**Data records**
━━━━━━
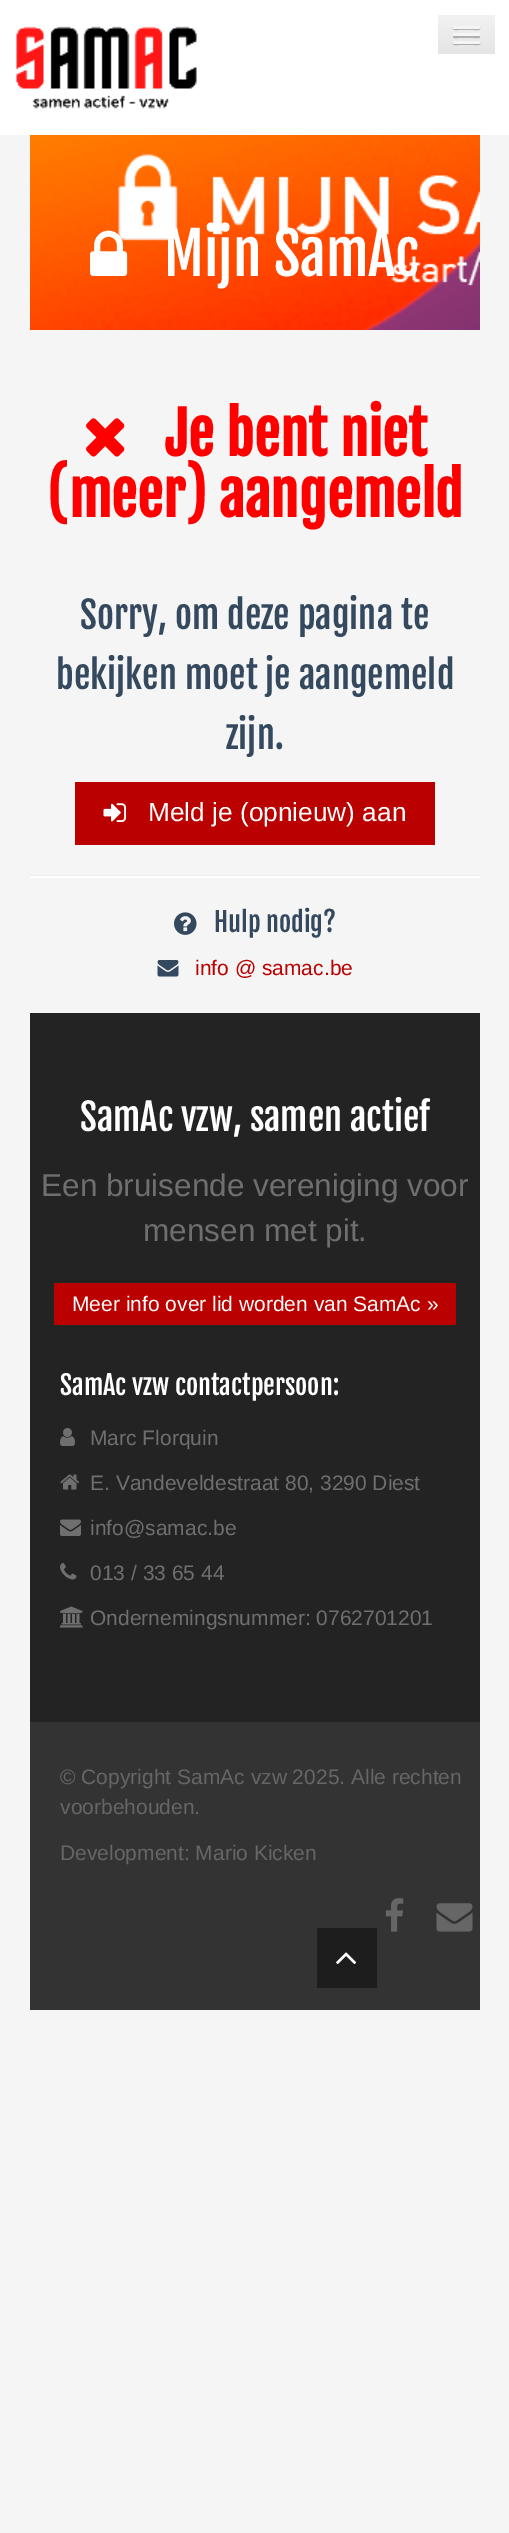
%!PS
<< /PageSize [509 2533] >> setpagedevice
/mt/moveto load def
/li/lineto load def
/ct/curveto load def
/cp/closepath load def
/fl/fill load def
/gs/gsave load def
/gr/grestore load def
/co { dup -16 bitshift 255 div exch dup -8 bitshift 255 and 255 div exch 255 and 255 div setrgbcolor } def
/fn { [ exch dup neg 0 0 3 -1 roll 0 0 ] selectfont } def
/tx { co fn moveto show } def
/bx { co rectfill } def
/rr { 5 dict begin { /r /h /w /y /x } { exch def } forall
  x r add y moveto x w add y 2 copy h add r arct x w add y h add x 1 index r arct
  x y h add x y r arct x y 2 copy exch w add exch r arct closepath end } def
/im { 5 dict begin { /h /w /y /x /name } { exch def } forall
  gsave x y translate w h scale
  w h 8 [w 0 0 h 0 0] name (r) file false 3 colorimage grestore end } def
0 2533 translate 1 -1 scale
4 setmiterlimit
0 0 509 2533 16#F5F5F5 bx
0 0 509 135 16#FFFFFF bx
(media/1.raw) 16 26 181 83 im
gs 438 15 mt 495 15 li 495 54 li 438 54 li cp clip newpath
<< /ShadingType 2 /ColorSpace /DeviceRGB /Coords [467 15 467 54] /Extend [true true] /Function << /FunctionType 2 /Domain [0 1] /C0 [.949 .949 .949] /C1 [.898 .898 .898] /N 1 >> >> shfill gr
16#B2B2B2 co
453 27.5 mt 451.5 31 458.5 30 458.5 30 ct 474.5 30 li 474.5 30 481.5 31 480 27.5 ct 479.5 28 479 28.5 478.5 28.5 ct 454.5 28.5 li 454 28.5 453.5 28 453 27.5 ct cp fl
16#F5F5F5 co
453 26 27 3 1.5 rr fl
16#B0B0B0 co
453.5 35.5 mt 453 37 li 453.5 39 458 38 458.5 38 ct 474.5 38 li 475 38 479.5 39 480 37 ct 479.5 35.5 li 478.5 36 li 454.5 36 li cp fl
16#F5F5F5 co
453 33 27 3 1.5 rr fl
16#AEAEAE co
453 42.5 mt 451.5 46 458.5 45 458.5 45 ct 474.5 45 li 474.5 45 481.5 46 480 42.5 ct 479.5 43 479 43.5 478.5 43.5 ct 454.5 43.5 li 454 43.5 453.5 43 453 42.5 ct cp fl
16#F5F5F5 co
453 41 27 3 1.5 rr fl
(media/2.raw) 30 135 450 195 im
(media/3.raw) 90 230 38 46 im
(media/4.raw) 86 418 39 39 im
75 782 360 63 16#BB0000 bx
(media/5.raw) 103 803 23 19 im
30 875 450 1 16#EEEEEE bx
30 876 450 2 16#FFFFFF bx
(media/6.raw) 174 912 23 23 im
(media/7.raw) 157 960 22 17 im
30 1013 450 709 16#232323 bx
54 1283 402 42 16#BB0000 bx
(media/8.raw) 60 1428 15 18 im
(media/9.raw) 60 1474 20 16 im
(media/10.raw) 60 1519 21 17 im
(media/11.raw) 60 1563 17 17 im
(media/12.raw) 60 1606 23 22 im
30 1722 450 288 16#333333 bx
(media/13.raw) 385 1898 19 34 im
(media/14.raw) 436 1903 37 29 im
317 1928 60 60 16#1D1D1D bx
(media/15.raw) 336 1952 21 12 im
(Mijn SamAc) 164 276 /FjallaOne-Regular 57.75 16#FFFFFF tx
(Je bent niet) 165 456 /FjallaOne-Bold 57.75 16#FF0000 tx
(\(meer\) aangemeld) 47 517 /FjallaOne-Bold 57.75 16#FF0000 tx
(Sorry, om deze pagina te) 80 629 /FjallaOne-Regular 36.75 16#34495E tx
(bekijken moet je aangemeld) 56 689 /FjallaOne-Regular 36.75 16#34495E tx
(zijn.) 226 749 /FjallaOne-Regular 36.75 16#34495E tx
(Meld je \(opnieuw\) aan) 148 821 /LiberationSans-Regular 26.25 16#FFFFFF tx
(Hulp nodig?) 214 932 /FjallaOne-Regular 26.25 16#34495E tx
(info @ samac.be) 195 975 /LiberationSans-Regular 21 16#BB0000 tx
(SamAc vzw, samen actief) 80 1131 /FjallaOne-Regular 36.75 16#FFFFFF tx
(Een bruisende vereniging voor) 41 1196 /LiberationSans-Regular 31.5 16#6F6F6F tx
(mensen met pit.) 143 1241 /LiberationSans-Regular 31.5 16#6F6F6F tx
(Meer info over lid worden van SamAc ») 72 1311 /LiberationSans-Regular 21 16#FFFFFF tx
(SamAc vzw contactpersoon:) 60 1395 /FjallaOne-Regular 26.25 16#FFFFFF tx
(Marc Florquin) 90 1445 /LiberationSans-Regular 21 16#6F6F6F tx
(E. Vandeveldestraat 80, 3290 Diest) 90 1490 /LiberationSans-Regular 21 16#6F6F6F tx
(info@samac.be) 90 1535 /LiberationSans-Regular 21 16#6F6F6F tx
(013 / 33 65 44) 90 1580 /LiberationSans-Regular 21 16#6F6F6F tx
(Ondernemingsnummer: 0762701201) 90 1625 /LiberationSans-Regular 21 16#6F6F6F tx
(© Copyright SamAc vzw 2025. Alle rechten) 60 1784 /LiberationSans-Regular 21 16#666666 tx
(voorbehouden.) 60 1814 /LiberationSans-Regular 21 16#666666 tx
(Development: Mario Kicken) 60 1860 /LiberationSans-Regular 21 16#666666 tx
showpage
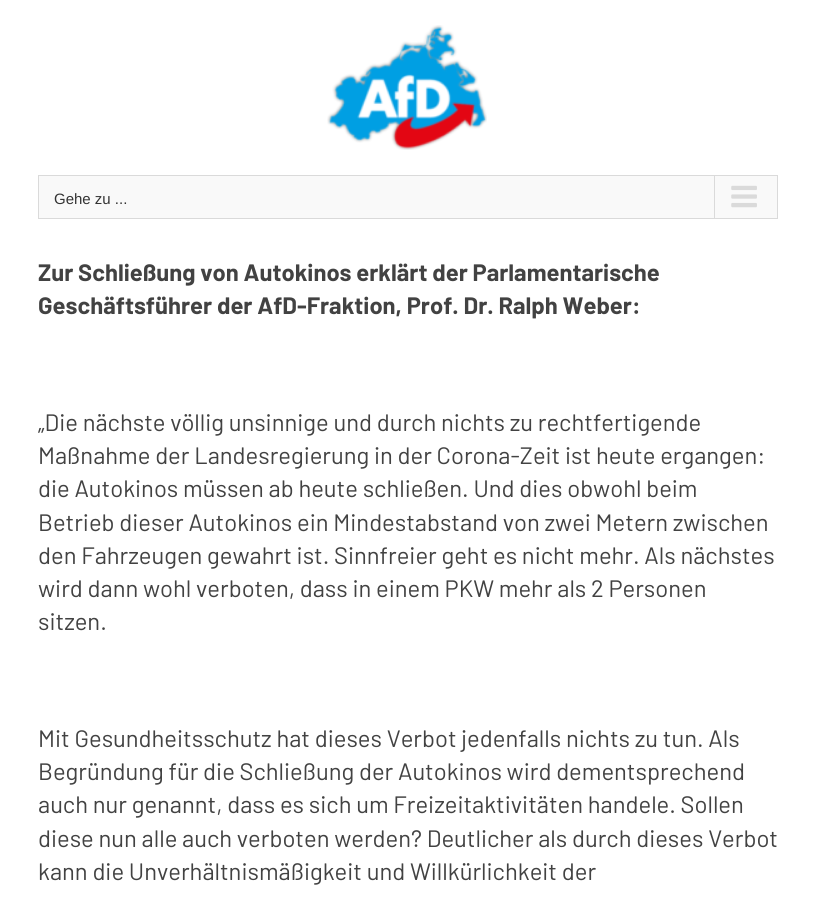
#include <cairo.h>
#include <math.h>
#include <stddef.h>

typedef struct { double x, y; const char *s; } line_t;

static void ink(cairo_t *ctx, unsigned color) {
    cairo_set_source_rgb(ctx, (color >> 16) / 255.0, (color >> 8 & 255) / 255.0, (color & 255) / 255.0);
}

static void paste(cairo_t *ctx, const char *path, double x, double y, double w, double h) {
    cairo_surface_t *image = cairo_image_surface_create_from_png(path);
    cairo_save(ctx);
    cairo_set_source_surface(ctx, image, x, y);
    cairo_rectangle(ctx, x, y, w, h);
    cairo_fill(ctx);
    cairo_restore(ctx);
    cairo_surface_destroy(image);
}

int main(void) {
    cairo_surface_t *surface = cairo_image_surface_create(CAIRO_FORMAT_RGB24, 815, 898);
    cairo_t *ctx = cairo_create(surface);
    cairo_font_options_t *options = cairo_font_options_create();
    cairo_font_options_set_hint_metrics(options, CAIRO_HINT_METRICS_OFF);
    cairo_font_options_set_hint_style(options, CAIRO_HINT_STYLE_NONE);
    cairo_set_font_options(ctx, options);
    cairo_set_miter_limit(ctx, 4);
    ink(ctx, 0xFFFFFF);
    cairo_paint(ctx);
    paste(ctx, "media/1.png", 327, 25, 160, 125);
    ink(ctx, 0xF9F9F9);
    cairo_rectangle(ctx, 38.5, 175.5, 739, 43);
    cairo_fill_preserve(ctx);
    ink(ctx, 0xDADADA);
    cairo_set_line_width(ctx, 1);
    cairo_stroke(ctx);
    cairo_select_font_face(ctx, "Liberation Sans", CAIRO_FONT_SLANT_NORMAL, CAIRO_FONT_WEIGHT_NORMAL);
    cairo_set_font_size(ctx, 15);
    ink(ctx, 0x333333);
    cairo_move_to(ctx, 54, 204);
    cairo_show_text(ctx, "Gehe zu ...");
    ink(ctx, 0xDADADA);
    cairo_rectangle(ctx, 714, 176, 1, 42);
    cairo_fill(ctx);
    paste(ctx, "media/2.png", 731, 185, 26, 23);
    cairo_select_font_face(ctx, "Barlow", CAIRO_FONT_SLANT_NORMAL, CAIRO_FONT_WEIGHT_BOLD);
    cairo_set_font_size(ctx, 23.75);
    ink(ctx, 0x424242);
    cairo_move_to(ctx, 38, 281);
    cairo_show_text(ctx, "Zur Schließung von Autokinos erklärt der Parlamentarische");
    cairo_move_to(ctx, 38, 314);
    cairo_show_text(ctx, "Geschäftsführer der AfD-Fraktion, Prof. Dr. Ralph Weber:");
    cairo_select_font_face(ctx, "Barlow", CAIRO_FONT_SLANT_NORMAL, CAIRO_FONT_WEIGHT_NORMAL);
    {
        static const line_t items[] = {
            {38, 431, "„Die nächste völlig unsinnige und durch nichts zu rechtfertigende"},
            {38, 464, "Maßnahme der Landesregierung in der Corona-Zeit ist heute ergangen:"},
            {38, 497, "die Autokinos müssen ab heute schließen. Und dies obwohl beim"},
            {38, 531, "Betrieb dieser Autokinos ein Mindestabstand von zwei Metern zwischen"},
            {38, 564, "den Fahrzeugen gewahrt ist. Sinnfreier geht es nicht mehr. Als nächstes"},
            {38, 597, "wird dann wohl verboten, dass in einem PKW mehr als 2 Personen"},
            {38, 630, "sitzen."},
            {38, 747, "Mit Gesundheitsschutz hat dieses Verbot jedenfalls nichts zu tun. Als"},
            {38, 780, "Begründung für die Schließung der Autokinos wird dementsprechend"},
            {38, 813, "auch nur genannt, dass es sich um Freizeitaktivitäten handele. Sollen"},
            {38, 847, "diese nun alle auch verboten werden? Deutlicher als durch dieses Verbot"},
            {38, 880, "kann die Unverhältnismäßigkeit und Willkürlichkeit der"},
        };
        for (size_t i = 0; i < sizeof items / sizeof *items; i++) {
            cairo_move_to(ctx, items[i].x, items[i].y);
            cairo_show_text(ctx, items[i].s);
        }
    }
    cairo_surface_write_to_png(surface, "image.png");
    cairo_font_options_destroy(options);
    cairo_destroy(ctx);
    cairo_surface_destroy(surface);
    return 0;
}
━━━━━━
**TASK TO COMPLETE**
Match on "gsave" and copy out every line of the entries that contains it.

**OUTPUT OF THE EXERCISE**
/gs/gsave load def
  gsave x y translate w h scale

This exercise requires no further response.